OpenManage Enterprise - Customer Success Stories
Wed, 24 Apr 2024 15:43:00 -0000
|Read Time: 0 minutes
We are often asked what the best tool is for managing Dell PowerEdge servers. In this blog, discover how both our in-house Dell IT team and Cambridge University, a long-term customer, use our server management solutions to manage thousands of PowerEdge servers, ultimately avoiding outages, boosting overall server productivity, reducing maintenance windows, and delivering increased operational efficiency.

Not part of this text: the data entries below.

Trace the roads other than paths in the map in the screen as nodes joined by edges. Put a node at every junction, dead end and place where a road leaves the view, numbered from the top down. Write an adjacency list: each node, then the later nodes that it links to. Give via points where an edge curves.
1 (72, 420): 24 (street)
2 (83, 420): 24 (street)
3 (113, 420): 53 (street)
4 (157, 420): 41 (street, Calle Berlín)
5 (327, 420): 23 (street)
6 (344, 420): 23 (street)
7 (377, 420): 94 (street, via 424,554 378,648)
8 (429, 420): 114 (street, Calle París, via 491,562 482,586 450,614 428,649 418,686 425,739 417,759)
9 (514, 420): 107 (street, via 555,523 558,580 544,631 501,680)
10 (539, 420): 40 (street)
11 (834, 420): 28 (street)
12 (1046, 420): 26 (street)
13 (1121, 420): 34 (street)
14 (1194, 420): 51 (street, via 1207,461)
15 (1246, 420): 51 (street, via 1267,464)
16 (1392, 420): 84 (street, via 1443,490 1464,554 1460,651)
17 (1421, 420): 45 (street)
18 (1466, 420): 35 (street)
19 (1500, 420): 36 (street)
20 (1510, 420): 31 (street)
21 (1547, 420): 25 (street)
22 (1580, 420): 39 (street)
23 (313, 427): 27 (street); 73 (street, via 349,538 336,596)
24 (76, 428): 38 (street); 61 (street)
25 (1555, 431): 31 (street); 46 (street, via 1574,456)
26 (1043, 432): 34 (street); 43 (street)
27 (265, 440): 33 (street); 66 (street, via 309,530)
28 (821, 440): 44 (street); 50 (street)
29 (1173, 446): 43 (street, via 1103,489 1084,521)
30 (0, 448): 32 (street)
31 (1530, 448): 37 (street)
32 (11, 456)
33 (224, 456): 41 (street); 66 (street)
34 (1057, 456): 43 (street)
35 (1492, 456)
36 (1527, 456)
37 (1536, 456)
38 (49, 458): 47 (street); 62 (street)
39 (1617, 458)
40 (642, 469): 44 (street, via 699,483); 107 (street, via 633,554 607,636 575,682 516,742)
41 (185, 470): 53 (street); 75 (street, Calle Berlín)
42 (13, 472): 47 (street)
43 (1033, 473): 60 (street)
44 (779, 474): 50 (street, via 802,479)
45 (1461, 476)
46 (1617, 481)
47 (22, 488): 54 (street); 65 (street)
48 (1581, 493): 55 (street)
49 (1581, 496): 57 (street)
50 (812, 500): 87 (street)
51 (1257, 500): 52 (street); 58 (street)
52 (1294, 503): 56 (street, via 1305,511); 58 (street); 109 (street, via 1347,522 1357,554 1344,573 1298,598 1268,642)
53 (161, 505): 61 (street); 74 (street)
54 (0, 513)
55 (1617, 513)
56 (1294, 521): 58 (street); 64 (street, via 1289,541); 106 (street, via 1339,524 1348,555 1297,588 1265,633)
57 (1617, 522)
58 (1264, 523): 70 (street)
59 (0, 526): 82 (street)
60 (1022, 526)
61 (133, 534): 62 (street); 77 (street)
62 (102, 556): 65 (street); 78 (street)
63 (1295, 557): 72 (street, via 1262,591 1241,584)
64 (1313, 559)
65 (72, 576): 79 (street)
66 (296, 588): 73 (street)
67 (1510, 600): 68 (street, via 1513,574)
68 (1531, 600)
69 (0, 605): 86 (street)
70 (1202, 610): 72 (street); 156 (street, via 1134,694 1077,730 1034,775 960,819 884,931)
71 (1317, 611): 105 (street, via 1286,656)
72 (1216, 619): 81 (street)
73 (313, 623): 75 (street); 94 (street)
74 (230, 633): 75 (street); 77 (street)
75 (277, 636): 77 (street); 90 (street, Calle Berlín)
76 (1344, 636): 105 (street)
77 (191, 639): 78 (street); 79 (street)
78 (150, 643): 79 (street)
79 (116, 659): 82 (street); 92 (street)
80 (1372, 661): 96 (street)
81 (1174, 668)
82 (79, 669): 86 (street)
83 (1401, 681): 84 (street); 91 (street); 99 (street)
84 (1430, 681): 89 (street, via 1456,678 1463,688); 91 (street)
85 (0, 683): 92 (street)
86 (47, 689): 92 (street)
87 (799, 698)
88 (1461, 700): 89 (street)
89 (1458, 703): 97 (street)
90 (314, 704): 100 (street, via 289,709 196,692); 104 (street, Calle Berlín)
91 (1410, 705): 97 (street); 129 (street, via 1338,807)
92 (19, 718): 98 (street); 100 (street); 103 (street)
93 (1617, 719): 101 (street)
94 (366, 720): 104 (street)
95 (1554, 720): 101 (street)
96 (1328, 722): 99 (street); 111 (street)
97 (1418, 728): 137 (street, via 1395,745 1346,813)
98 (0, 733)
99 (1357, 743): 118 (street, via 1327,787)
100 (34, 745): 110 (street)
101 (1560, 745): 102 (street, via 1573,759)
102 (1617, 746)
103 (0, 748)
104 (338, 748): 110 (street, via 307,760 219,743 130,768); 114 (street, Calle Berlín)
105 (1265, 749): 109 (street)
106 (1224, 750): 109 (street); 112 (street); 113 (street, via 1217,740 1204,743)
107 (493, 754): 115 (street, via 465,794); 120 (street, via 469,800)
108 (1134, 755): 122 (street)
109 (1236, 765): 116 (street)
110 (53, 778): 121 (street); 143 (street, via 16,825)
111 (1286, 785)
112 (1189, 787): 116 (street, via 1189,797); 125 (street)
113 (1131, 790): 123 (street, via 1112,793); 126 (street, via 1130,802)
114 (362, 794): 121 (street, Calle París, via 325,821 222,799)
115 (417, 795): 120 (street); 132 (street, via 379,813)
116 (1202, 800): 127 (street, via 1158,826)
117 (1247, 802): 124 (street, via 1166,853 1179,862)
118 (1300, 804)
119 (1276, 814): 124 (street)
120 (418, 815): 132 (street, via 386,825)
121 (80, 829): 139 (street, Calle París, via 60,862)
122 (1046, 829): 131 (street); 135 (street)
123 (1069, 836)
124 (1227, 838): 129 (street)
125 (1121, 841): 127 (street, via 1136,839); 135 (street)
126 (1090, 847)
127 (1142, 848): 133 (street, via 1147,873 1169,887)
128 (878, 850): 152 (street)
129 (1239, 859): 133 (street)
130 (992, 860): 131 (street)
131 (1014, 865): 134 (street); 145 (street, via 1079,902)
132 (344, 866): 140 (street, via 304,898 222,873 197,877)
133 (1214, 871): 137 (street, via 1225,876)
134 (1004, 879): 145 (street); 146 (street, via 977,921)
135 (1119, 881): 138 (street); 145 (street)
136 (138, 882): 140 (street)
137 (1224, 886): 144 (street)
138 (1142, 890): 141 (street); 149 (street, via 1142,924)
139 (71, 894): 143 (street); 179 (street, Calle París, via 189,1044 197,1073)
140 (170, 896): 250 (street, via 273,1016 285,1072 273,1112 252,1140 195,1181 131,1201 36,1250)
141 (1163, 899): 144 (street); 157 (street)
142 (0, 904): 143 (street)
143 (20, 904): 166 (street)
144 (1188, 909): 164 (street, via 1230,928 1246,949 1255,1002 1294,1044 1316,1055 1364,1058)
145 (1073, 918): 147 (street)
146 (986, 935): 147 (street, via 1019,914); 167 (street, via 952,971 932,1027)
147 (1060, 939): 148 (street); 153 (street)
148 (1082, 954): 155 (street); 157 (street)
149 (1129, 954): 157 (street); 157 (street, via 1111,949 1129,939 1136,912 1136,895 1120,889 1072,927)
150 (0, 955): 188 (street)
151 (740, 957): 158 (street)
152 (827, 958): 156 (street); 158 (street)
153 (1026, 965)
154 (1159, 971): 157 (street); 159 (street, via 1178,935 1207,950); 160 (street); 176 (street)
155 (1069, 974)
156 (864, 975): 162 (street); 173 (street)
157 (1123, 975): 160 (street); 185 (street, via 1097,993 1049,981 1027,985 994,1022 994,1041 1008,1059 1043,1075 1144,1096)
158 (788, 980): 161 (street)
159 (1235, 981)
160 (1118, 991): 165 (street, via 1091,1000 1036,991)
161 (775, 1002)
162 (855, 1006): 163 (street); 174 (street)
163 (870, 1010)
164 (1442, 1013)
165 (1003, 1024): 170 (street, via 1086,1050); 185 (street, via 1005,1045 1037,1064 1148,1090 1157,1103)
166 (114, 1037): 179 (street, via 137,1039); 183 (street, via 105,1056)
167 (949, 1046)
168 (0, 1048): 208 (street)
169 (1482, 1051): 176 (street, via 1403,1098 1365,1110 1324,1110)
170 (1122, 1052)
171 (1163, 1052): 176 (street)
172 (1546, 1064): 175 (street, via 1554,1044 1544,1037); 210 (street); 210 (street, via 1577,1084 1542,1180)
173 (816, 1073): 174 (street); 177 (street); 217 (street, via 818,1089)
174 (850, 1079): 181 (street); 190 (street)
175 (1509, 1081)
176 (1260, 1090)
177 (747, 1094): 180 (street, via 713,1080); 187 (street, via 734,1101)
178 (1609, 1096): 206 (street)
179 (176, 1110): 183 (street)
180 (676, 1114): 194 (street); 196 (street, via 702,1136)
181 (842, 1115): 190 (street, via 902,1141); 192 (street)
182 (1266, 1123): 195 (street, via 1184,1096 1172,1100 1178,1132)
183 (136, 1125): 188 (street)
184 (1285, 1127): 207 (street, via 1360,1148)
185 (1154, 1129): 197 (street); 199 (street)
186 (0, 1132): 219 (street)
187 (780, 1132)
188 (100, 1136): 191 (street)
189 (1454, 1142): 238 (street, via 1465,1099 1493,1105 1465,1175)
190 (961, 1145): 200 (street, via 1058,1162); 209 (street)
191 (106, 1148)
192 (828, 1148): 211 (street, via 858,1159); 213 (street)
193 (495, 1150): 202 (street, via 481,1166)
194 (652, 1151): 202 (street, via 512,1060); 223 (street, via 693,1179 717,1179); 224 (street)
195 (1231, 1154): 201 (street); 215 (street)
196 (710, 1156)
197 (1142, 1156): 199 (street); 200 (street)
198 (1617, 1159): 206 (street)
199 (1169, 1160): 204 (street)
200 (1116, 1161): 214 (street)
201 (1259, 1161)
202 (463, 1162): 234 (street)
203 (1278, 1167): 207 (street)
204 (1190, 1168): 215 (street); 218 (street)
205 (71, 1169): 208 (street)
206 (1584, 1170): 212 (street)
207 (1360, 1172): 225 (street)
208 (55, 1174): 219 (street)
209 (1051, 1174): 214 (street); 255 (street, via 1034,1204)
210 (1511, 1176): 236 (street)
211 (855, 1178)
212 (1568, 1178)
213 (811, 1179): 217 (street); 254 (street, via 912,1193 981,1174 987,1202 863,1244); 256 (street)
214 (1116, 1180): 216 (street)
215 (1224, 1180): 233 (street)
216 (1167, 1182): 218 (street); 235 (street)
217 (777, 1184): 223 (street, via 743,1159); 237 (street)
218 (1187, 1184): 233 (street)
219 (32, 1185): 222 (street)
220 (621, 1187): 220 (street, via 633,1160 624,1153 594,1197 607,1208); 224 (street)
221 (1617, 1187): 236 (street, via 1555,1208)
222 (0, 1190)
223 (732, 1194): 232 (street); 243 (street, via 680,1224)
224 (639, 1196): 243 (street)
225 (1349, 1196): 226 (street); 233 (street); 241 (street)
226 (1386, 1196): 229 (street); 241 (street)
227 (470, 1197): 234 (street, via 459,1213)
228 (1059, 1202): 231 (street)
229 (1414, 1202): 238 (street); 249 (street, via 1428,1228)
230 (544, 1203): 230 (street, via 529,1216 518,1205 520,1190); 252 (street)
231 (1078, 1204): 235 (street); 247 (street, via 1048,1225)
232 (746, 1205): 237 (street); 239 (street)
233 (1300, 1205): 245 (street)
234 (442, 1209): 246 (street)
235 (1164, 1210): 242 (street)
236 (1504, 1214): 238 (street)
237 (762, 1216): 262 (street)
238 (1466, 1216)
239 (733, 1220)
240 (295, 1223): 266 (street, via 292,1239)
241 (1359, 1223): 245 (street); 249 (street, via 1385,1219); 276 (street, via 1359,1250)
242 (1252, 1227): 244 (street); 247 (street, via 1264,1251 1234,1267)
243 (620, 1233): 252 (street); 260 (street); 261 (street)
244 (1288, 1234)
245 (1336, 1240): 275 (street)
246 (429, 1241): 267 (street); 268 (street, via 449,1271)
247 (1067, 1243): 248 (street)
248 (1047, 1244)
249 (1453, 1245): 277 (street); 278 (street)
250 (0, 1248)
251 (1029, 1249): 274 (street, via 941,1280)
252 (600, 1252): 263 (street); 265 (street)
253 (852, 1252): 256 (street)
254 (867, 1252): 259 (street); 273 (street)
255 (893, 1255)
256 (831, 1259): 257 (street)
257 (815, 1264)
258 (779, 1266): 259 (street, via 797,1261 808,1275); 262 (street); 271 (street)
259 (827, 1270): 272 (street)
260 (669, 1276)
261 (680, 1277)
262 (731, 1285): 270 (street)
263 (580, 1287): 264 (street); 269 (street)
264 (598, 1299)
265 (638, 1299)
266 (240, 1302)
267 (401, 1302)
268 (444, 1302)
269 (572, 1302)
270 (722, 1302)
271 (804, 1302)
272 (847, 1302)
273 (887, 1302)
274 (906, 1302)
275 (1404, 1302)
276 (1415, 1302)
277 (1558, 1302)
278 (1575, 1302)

How Dell IT excels in server management using Dell OpenManage
Dell’s in-house IT team manages over 18,000 PowerEdge servers. The fleet of servers range from brand new to five years old, resulting in a mix of server models and generations. These servers are located across eight major data centers globally. Workloads include Dell.com and back-office systems such as Dell’s order management system. In fact, Dell runs over 600 business applications. Many of these are mission critical, and an outage can have a major impact on customers, sales, and support, down to stopping even the production line.
Server hardware management is done via OpenManage Enterprise (OME), encompassing alerting, monitoring, firmware updating, and configuration deployment and management, as well as power consumption monitoring. Each data center has a dedicated OpenManage Enterprise instance responsible for approximately 2,500 servers.
Monitoring of server health events is covered by OME and integration with Service Now, which automatically creates trouble tickets and routes them to the appropriate team for remediation. Power usage data is collected and monitored, then used to optimize power load per rack cabinet and flag underutilized servers showing lower than expected power draw.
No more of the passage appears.